Copy the entries below in full, keeping them exactly as they are.
■ ■ ■ ■ ■
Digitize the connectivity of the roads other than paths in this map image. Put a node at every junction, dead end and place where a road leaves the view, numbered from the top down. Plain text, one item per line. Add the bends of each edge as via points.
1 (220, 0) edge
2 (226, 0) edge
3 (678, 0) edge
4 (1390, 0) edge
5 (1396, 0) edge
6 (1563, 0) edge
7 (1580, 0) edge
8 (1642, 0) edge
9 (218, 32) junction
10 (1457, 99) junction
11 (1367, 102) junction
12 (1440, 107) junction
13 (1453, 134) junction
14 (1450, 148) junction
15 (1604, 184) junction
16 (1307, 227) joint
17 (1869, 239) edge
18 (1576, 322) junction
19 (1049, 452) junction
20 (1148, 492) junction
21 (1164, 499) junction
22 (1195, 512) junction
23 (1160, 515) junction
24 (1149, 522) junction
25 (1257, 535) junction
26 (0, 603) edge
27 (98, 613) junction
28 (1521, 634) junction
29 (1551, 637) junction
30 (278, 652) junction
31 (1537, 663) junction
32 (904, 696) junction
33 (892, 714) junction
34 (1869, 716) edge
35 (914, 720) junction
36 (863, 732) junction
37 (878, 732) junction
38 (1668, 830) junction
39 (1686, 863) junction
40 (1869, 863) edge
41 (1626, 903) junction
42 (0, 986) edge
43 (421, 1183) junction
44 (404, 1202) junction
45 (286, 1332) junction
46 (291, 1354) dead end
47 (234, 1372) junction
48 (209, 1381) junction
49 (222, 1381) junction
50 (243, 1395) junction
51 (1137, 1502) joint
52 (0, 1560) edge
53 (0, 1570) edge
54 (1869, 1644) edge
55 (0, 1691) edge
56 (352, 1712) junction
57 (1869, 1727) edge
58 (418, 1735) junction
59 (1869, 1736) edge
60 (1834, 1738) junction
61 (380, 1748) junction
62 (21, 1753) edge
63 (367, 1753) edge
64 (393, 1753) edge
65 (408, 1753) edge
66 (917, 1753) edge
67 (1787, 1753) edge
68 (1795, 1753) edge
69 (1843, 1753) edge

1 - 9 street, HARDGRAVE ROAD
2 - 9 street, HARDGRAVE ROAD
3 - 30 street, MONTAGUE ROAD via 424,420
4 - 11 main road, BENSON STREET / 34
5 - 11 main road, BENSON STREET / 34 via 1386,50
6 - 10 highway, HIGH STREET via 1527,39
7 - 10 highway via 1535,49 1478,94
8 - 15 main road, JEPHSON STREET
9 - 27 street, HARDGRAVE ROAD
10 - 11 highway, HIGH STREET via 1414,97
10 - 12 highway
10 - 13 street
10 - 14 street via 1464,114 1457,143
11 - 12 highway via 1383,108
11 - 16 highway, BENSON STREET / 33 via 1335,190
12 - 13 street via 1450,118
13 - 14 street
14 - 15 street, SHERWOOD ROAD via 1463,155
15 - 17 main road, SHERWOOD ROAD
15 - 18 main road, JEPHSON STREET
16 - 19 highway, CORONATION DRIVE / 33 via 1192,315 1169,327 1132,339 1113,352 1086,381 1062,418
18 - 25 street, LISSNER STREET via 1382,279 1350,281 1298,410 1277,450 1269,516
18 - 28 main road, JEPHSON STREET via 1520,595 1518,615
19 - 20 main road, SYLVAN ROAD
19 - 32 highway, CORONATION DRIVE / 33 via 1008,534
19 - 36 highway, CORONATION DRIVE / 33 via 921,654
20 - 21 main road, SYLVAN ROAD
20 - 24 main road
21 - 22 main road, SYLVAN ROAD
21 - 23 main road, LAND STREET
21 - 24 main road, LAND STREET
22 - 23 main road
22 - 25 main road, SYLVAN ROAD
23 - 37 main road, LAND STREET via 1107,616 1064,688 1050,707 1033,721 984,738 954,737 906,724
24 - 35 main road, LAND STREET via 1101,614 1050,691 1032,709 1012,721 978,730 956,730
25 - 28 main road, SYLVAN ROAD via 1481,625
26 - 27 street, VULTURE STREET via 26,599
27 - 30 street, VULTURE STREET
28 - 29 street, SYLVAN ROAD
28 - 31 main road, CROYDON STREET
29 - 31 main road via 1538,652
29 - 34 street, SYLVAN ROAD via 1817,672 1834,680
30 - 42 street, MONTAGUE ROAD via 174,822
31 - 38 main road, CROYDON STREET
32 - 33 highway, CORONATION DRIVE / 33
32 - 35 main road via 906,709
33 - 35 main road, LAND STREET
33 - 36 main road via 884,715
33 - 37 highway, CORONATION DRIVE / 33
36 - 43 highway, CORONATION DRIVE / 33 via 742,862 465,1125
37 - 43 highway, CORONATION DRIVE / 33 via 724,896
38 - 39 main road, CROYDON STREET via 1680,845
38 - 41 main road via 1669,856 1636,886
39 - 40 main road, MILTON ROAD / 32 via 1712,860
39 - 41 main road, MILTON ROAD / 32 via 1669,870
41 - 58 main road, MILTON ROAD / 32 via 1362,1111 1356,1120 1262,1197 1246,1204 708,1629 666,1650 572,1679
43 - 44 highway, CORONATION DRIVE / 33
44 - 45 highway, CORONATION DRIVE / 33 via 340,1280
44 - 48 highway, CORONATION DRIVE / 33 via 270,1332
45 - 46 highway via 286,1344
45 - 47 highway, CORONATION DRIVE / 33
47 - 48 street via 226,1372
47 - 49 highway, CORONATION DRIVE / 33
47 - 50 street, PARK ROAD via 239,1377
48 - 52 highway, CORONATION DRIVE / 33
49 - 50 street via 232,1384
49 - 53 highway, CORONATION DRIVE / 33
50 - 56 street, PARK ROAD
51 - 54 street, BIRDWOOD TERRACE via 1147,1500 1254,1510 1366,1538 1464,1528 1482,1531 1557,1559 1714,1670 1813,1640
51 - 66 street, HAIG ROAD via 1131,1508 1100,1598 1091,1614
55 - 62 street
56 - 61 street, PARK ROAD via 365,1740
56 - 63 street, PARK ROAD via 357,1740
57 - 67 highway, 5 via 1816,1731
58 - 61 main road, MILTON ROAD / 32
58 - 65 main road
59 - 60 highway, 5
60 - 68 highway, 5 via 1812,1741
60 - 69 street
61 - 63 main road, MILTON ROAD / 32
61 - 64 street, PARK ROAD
■ ■ ■ ■ ■
• [Answer to the exercise]
Digitize the connectivity of the roads other than paths in this map image. Put a node at every junction, dead end and place where a road leaves the view, numbered from the top down. Plain text, one item per line. Add the bends of each edge as via points.
1 (220, 0) edge
2 (226, 0) edge
3 (678, 0) edge
4 (1390, 0) edge
5 (1396, 0) edge
6 (1563, 0) edge
7 (1580, 0) edge
8 (1642, 0) edge
9 (218, 32) junction
10 (1457, 99) junction
11 (1367, 102) junction
12 (1440, 107) junction
13 (1453, 134) junction
14 (1450, 148) junction
15 (1604, 184) junction
16 (1307, 227) joint
17 (1869, 239) edge
18 (1576, 322) junction
19 (1049, 452) junction
20 (1148, 492) junction
21 (1164, 499) junction
22 (1195, 512) junction
23 (1160, 515) junction
24 (1149, 522) junction
25 (1257, 535) junction
26 (0, 603) edge
27 (98, 613) junction
28 (1521, 634) junction
29 (1551, 637) junction
30 (278, 652) junction
31 (1537, 663) junction
32 (904, 696) junction
33 (892, 714) junction
34 (1869, 716) edge
35 (914, 720) junction
36 (863, 732) junction
37 (878, 732) junction
38 (1668, 830) junction
39 (1686, 863) junction
40 (1869, 863) edge
41 (1626, 903) junction
42 (0, 986) edge
43 (421, 1183) junction
44 (404, 1202) junction
45 (286, 1332) junction
46 (291, 1354) dead end
47 (234, 1372) junction
48 (209, 1381) junction
49 (222, 1381) junction
50 (243, 1395) junction
51 (1137, 1502) joint
52 (0, 1560) edge
53 (0, 1570) edge
54 (1869, 1644) edge
55 (0, 1691) edge
56 (352, 1712) junction
57 (1869, 1727) edge
58 (418, 1735) junction
59 (1869, 1736) edge
60 (1834, 1738) junction
61 (380, 1748) junction
62 (21, 1753) edge
63 (367, 1753) edge
64 (393, 1753) edge
65 (408, 1753) edge
66 (917, 1753) edge
67 (1787, 1753) edge
68 (1795, 1753) edge
69 (1843, 1753) edge

1 - 9 street, HARDGRAVE ROAD
2 - 9 street, HARDGRAVE ROAD
3 - 30 street, MONTAGUE ROAD via 424,420
4 - 11 main road, BENSON STREET / 34
5 - 11 main road, BENSON STREET / 34 via 1386,50
6 - 10 highway, HIGH STREET via 1527,39
7 - 10 highway via 1535,49 1478,94
8 - 15 main road, JEPHSON STREET
9 - 27 street, HARDGRAVE ROAD
10 - 11 highway, HIGH STREET via 1414,97
10 - 12 highway
10 - 13 street
10 - 14 street via 1464,114 1457,143
11 - 12 highway via 1383,108
11 - 16 highway, BENSON STREET / 33 via 1335,190
12 - 13 street via 1450,118
13 - 14 street
14 - 15 street, SHERWOOD ROAD via 1463,155
15 - 17 main road, SHERWOOD ROAD
15 - 18 main road, JEPHSON STREET
16 - 19 highway, CORONATION DRIVE / 33 via 1192,315 1169,327 1132,339 1113,352 1086,381 1062,418
18 - 25 street, LISSNER STREET via 1382,279 1350,281 1298,410 1277,450 1269,516
18 - 28 main road, JEPHSON STREET via 1520,595 1518,615
19 - 20 main road, SYLVAN ROAD
19 - 32 highway, CORONATION DRIVE / 33 via 1008,534
19 - 36 highway, CORONATION DRIVE / 33 via 921,654
20 - 21 main road, SYLVAN ROAD
20 - 24 main road
21 - 22 main road, SYLVAN ROAD
21 - 23 main road, LAND STREET
21 - 24 main road, LAND STREET
22 - 23 main road
22 - 25 main road, SYLVAN ROAD
23 - 37 main road, LAND STREET via 1107,616 1064,688 1050,707 1033,721 984,738 954,737 906,724
24 - 35 main road, LAND STREET via 1101,614 1050,691 1032,709 1012,721 978,730 956,730
25 - 28 main road, SYLVAN ROAD via 1481,625
26 - 27 street, VULTURE STREET via 26,599
27 - 30 street, VULTURE STREET
28 - 29 street, SYLVAN ROAD
28 - 31 main road, CROYDON STREET
29 - 31 main road via 1538,652
29 - 34 street, SYLVAN ROAD via 1817,672 1834,680
30 - 42 street, MONTAGUE ROAD via 174,822
31 - 38 main road, CROYDON STREET
32 - 33 highway, CORONATION DRIVE / 33
32 - 35 main road via 906,709
33 - 35 main road, LAND STREET
33 - 36 main road via 884,715
33 - 37 highway, CORONATION DRIVE / 33
36 - 43 highway, CORONATION DRIVE / 33 via 742,862 465,1125
37 - 43 highway, CORONATION DRIVE / 33 via 724,896
38 - 39 main road, CROYDON STREET via 1680,845
38 - 41 main road via 1669,856 1636,886
39 - 40 main road, MILTON ROAD / 32 via 1712,860
39 - 41 main road, MILTON ROAD / 32 via 1669,870
41 - 58 main road, MILTON ROAD / 32 via 1362,1111 1356,1120 1262,1197 1246,1204 708,1629 666,1650 572,1679
43 - 44 highway, CORONATION DRIVE / 33
44 - 45 highway, CORONATION DRIVE / 33 via 340,1280
44 - 48 highway, CORONATION DRIVE / 33 via 270,1332
45 - 46 highway via 286,1344
45 - 47 highway, CORONATION DRIVE / 33
47 - 48 street via 226,1372
47 - 49 highway, CORONATION DRIVE / 33
47 - 50 street, PARK ROAD via 239,1377
48 - 52 highway, CORONATION DRIVE / 33
49 - 50 street via 232,1384
49 - 53 highway, CORONATION DRIVE / 33
50 - 56 street, PARK ROAD
51 - 54 street, BIRDWOOD TERRACE via 1147,1500 1254,1510 1366,1538 1464,1528 1482,1531 1557,1559 1714,1670 1813,1640
51 - 66 street, HAIG ROAD via 1131,1508 1100,1598 1091,1614
55 - 62 street
56 - 61 street, PARK ROAD via 365,1740
56 - 63 street, PARK ROAD via 357,1740
57 - 67 highway, 5 via 1816,1731
58 - 61 main road, MILTON ROAD / 32
58 - 65 main road
59 - 60 highway, 5
60 - 68 highway, 5 via 1812,1741
60 - 69 street
61 - 63 main road, MILTON ROAD / 32
61 - 64 street, PARK ROAD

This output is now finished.